START Dataset
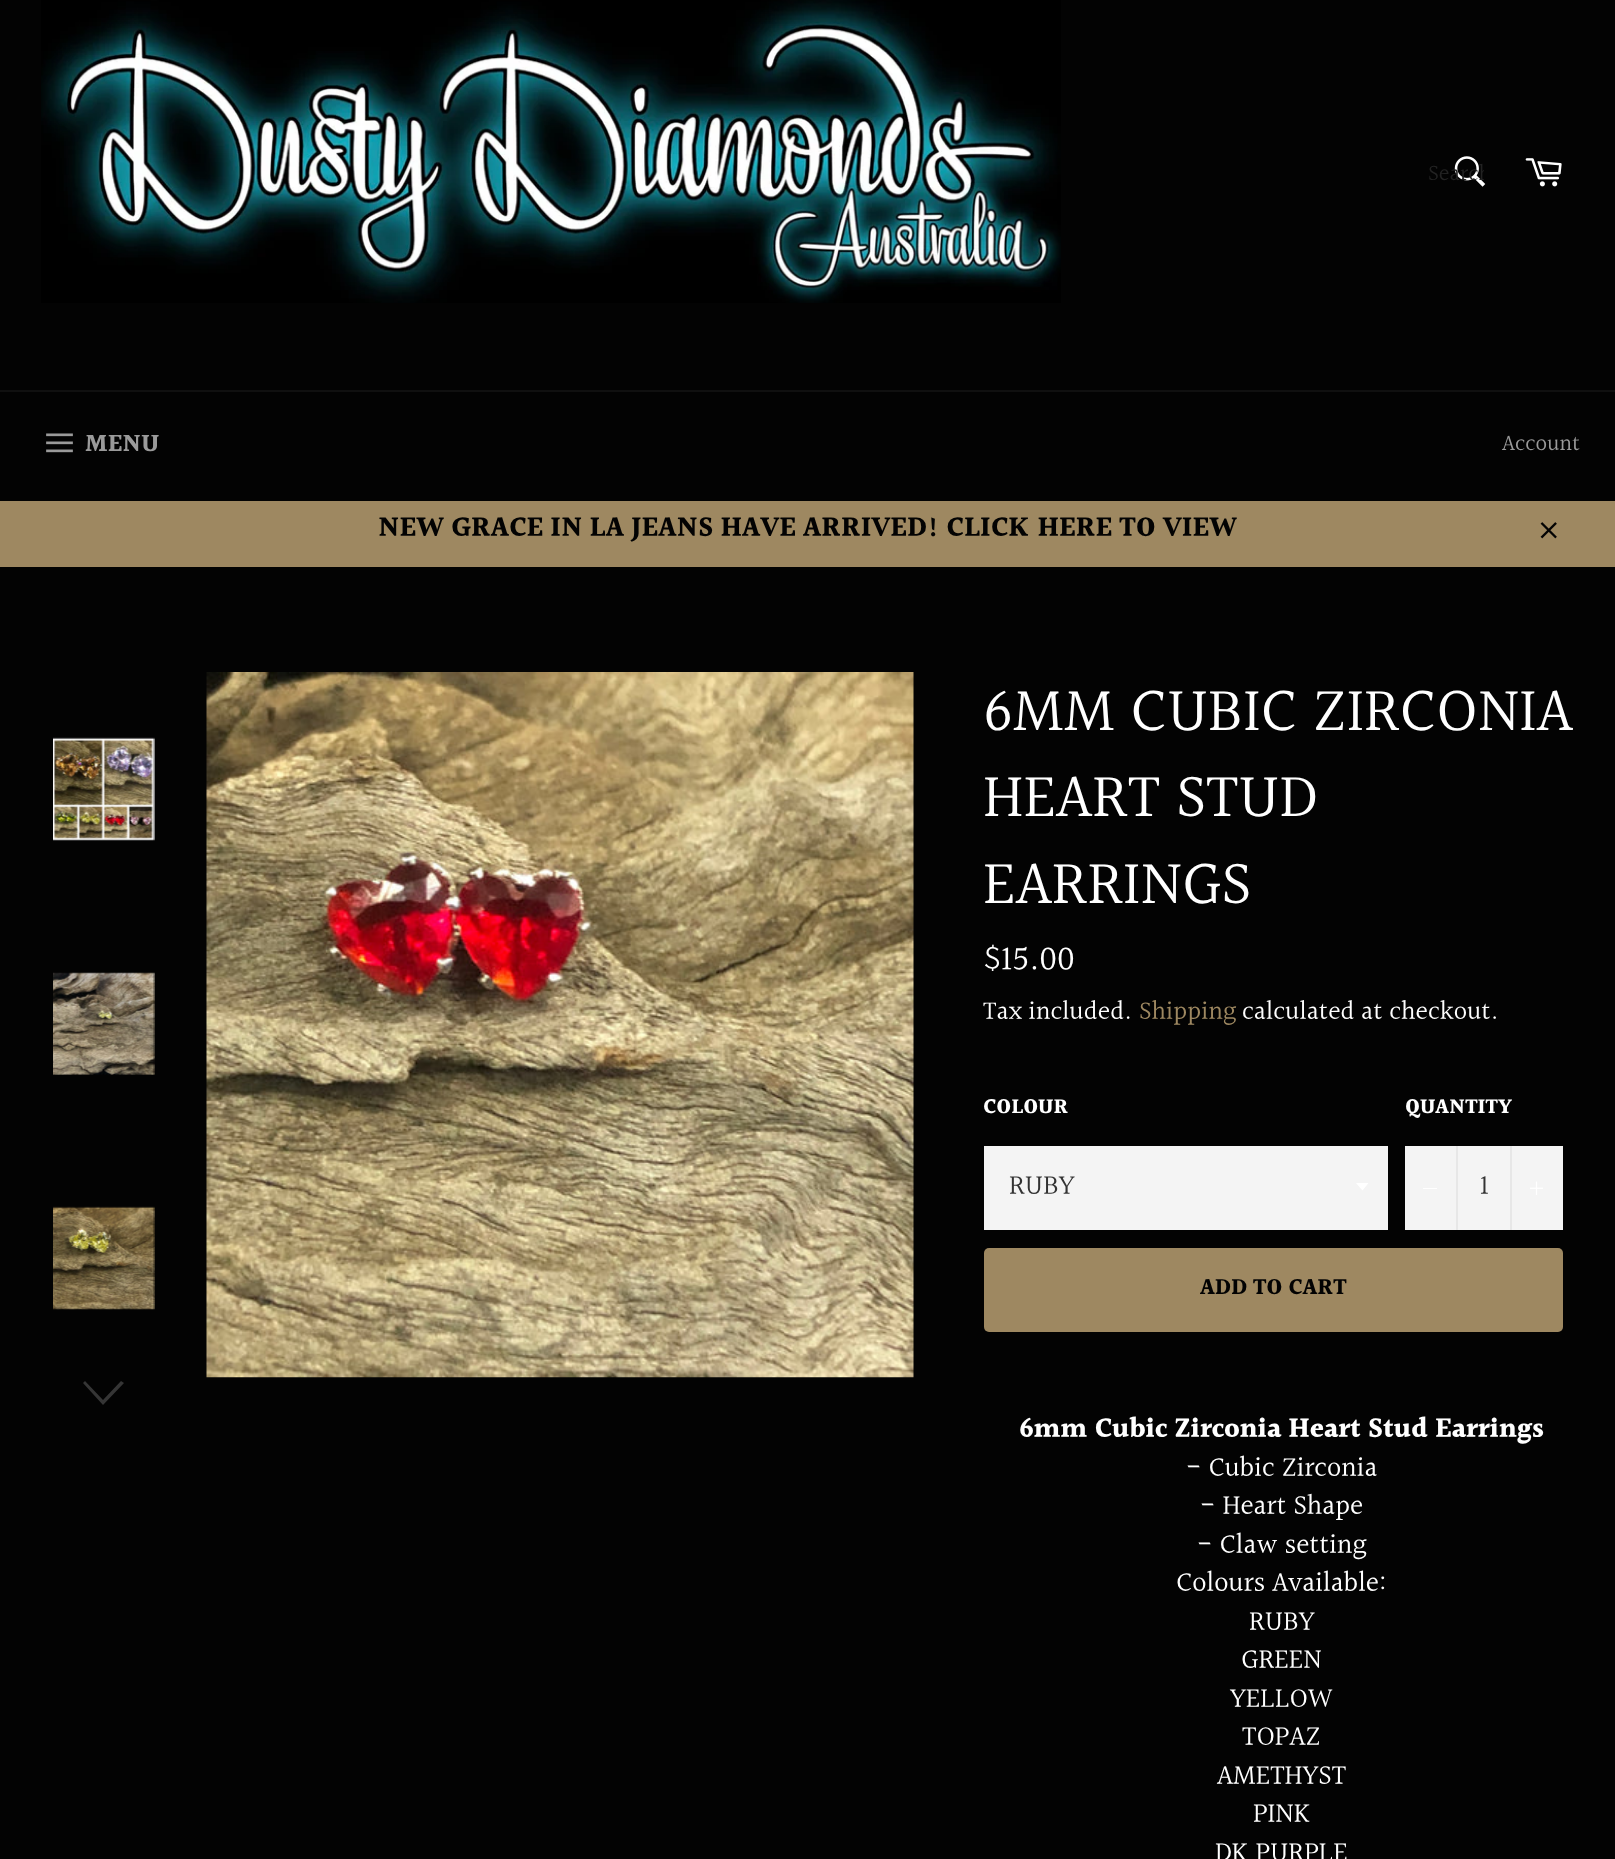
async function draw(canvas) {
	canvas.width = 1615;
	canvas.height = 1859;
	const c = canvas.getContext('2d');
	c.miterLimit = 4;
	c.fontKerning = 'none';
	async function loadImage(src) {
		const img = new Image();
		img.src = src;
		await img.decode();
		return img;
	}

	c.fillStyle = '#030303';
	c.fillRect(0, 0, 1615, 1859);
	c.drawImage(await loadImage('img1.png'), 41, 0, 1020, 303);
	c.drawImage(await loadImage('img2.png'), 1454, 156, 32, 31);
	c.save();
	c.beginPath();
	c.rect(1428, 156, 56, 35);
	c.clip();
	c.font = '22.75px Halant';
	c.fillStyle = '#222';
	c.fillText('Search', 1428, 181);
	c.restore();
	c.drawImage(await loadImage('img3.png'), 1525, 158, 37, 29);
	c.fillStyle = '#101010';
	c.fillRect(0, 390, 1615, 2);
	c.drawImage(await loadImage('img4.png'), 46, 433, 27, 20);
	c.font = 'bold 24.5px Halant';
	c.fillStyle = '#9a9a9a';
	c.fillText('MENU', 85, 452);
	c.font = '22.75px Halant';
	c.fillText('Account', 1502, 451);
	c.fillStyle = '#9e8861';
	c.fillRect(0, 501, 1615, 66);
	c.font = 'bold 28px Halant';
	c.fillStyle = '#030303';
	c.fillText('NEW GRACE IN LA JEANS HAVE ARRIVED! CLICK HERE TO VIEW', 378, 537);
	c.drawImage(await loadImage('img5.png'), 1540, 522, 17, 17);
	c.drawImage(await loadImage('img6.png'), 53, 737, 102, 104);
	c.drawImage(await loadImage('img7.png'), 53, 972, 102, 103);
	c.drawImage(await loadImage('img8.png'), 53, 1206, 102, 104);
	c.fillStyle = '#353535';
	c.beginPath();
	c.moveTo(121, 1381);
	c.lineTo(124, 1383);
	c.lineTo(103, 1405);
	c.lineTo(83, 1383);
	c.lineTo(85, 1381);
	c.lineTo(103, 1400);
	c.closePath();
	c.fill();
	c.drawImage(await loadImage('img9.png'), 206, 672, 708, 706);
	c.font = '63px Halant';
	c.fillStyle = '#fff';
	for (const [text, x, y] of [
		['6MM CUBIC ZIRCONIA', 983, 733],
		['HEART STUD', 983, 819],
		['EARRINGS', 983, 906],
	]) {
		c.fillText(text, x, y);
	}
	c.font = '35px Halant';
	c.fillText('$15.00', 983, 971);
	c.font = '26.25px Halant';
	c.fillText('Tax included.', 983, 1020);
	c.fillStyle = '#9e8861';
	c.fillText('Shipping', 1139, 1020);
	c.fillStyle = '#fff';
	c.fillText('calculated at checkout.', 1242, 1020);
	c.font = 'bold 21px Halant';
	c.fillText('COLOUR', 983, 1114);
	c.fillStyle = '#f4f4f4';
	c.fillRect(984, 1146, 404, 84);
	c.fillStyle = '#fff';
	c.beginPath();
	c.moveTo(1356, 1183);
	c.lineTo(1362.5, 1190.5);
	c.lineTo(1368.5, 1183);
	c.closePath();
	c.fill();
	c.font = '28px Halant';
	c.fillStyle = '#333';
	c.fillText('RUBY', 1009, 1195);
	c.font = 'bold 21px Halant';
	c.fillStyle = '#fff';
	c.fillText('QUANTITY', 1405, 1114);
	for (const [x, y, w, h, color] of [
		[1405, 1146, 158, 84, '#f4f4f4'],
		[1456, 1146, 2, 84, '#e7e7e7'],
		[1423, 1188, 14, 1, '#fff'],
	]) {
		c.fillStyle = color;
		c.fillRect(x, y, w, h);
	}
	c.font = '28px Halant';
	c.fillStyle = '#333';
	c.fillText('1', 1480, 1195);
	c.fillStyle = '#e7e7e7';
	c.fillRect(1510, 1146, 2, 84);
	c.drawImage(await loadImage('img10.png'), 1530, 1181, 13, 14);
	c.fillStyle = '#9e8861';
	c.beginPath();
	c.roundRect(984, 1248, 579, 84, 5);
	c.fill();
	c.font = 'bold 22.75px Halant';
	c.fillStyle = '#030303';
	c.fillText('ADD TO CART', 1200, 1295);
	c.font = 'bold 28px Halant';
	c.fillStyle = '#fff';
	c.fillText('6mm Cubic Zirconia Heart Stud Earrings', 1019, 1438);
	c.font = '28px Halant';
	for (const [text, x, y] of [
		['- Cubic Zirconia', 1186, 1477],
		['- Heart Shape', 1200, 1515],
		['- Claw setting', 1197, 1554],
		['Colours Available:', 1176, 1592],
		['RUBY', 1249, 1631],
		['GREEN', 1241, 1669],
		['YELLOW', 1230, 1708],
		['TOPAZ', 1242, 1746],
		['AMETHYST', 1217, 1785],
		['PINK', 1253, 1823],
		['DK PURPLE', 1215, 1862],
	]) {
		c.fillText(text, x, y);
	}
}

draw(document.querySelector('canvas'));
END Dataset
START Dataset
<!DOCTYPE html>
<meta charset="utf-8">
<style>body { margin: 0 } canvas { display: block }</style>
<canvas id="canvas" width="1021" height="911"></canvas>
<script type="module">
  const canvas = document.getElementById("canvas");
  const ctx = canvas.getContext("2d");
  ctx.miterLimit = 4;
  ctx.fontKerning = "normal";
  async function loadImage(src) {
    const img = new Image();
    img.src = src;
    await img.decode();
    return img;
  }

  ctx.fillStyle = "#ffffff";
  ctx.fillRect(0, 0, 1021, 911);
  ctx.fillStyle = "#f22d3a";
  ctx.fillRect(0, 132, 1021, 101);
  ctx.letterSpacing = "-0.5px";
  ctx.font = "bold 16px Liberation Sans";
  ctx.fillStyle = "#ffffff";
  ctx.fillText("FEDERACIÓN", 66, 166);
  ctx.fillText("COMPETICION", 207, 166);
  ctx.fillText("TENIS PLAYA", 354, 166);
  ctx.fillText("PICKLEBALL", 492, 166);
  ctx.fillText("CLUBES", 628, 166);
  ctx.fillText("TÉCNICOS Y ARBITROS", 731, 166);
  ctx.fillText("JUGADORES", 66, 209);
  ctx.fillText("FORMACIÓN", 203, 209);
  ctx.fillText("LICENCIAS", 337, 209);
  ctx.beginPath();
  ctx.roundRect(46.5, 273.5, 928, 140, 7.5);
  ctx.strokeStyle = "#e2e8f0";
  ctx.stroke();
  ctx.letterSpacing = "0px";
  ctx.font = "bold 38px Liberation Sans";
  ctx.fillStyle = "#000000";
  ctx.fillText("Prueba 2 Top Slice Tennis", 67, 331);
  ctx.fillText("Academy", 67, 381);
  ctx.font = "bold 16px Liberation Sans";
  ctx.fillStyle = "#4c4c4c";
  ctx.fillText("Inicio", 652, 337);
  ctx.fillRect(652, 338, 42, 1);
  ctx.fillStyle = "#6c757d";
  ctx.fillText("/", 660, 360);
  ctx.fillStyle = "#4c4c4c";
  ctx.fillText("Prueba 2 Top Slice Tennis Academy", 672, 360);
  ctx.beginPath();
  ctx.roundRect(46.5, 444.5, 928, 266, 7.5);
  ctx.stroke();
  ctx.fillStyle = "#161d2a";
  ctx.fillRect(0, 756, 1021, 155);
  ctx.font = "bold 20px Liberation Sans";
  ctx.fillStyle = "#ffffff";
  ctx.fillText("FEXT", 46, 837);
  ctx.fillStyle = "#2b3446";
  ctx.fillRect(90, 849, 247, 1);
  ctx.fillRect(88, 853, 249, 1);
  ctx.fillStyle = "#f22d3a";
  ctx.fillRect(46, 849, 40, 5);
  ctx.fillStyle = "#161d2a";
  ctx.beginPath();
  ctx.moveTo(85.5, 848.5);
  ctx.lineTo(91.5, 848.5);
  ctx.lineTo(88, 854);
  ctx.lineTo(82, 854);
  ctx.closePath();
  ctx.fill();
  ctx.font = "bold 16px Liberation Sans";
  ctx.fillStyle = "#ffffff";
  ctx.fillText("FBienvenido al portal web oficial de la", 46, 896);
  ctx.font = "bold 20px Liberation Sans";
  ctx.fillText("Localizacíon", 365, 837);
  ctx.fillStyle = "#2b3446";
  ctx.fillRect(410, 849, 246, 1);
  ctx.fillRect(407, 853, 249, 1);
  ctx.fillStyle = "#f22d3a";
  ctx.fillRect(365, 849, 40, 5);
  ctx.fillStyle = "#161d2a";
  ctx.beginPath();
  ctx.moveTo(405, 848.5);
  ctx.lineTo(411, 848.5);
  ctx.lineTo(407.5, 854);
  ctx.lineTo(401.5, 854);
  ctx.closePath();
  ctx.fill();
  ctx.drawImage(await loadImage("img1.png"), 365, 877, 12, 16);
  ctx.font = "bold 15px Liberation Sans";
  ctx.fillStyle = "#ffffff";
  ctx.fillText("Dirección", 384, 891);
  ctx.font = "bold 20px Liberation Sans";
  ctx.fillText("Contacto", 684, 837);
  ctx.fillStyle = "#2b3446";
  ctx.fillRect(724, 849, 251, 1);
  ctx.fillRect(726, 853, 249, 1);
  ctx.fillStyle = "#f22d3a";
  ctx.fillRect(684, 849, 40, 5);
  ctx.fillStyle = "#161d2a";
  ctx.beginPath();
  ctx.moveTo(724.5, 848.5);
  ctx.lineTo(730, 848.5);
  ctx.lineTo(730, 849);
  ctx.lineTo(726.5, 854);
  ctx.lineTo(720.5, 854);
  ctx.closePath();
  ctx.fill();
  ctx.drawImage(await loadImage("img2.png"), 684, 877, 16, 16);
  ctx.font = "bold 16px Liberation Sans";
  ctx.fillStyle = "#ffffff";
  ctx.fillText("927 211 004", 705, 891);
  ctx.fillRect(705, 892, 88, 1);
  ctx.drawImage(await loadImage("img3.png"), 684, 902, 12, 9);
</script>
END Dataset
■ Task to complete ■
In the data above, find the line that contains "async function draw(canvas)" and the line that contains "c.drawImage(await loadImage('img7.png'), 53, 972, 102, 103);". Repeat exactly those lines and every line between them, and only those.

■ Output for this exercise ■
async function draw(canvas) {
	canvas.width = 1615;
	canvas.height = 1859;
	const c = canvas.getContext('2d');
	c.miterLimit = 4;
	c.fontKerning = 'none';
	async function loadImage(src) {
		const img = new Image();
		img.src = src;
		await img.decode();
		return img;
	}

	c.fillStyle = '#030303';
	c.fillRect(0, 0, 1615, 1859);
	c.drawImage(await loadImage('img1.png'), 41, 0, 1020, 303);
	c.drawImage(await loadImage('img2.png'), 1454, 156, 32, 31);
	c.save();
	c.beginPath();
	c.rect(1428, 156, 56, 35);
	c.clip();
	c.font = '22.75px Halant';
	c.fillStyle = '#222';
	c.fillText('Search', 1428, 181);
	c.restore();
	c.drawImage(await loadImage('img3.png'), 1525, 158, 37, 29);
	c.fillStyle = '#101010';
	c.fillRect(0, 390, 1615, 2);
	c.drawImage(await loadImage('img4.png'), 46, 433, 27, 20);
	c.font = 'bold 24.5px Halant';
	c.fillStyle = '#9a9a9a';
	c.fillText('MENU', 85, 452);
	c.font = '22.75px Halant';
	c.fillText('Account', 1502, 451);
	c.fillStyle = '#9e8861';
	c.fillRect(0, 501, 1615, 66);
	c.font = 'bold 28px Halant';
	c.fillStyle = '#030303';
	c.fillText('NEW GRACE IN LA JEANS HAVE ARRIVED! CLICK HERE TO VIEW', 378, 537);
	c.drawImage(await loadImage('img5.png'), 1540, 522, 17, 17);
	c.drawImage(await loadImage('img6.png'), 53, 737, 102, 104);
	c.drawImage(await loadImage('img7.png'), 53, 972, 102, 103);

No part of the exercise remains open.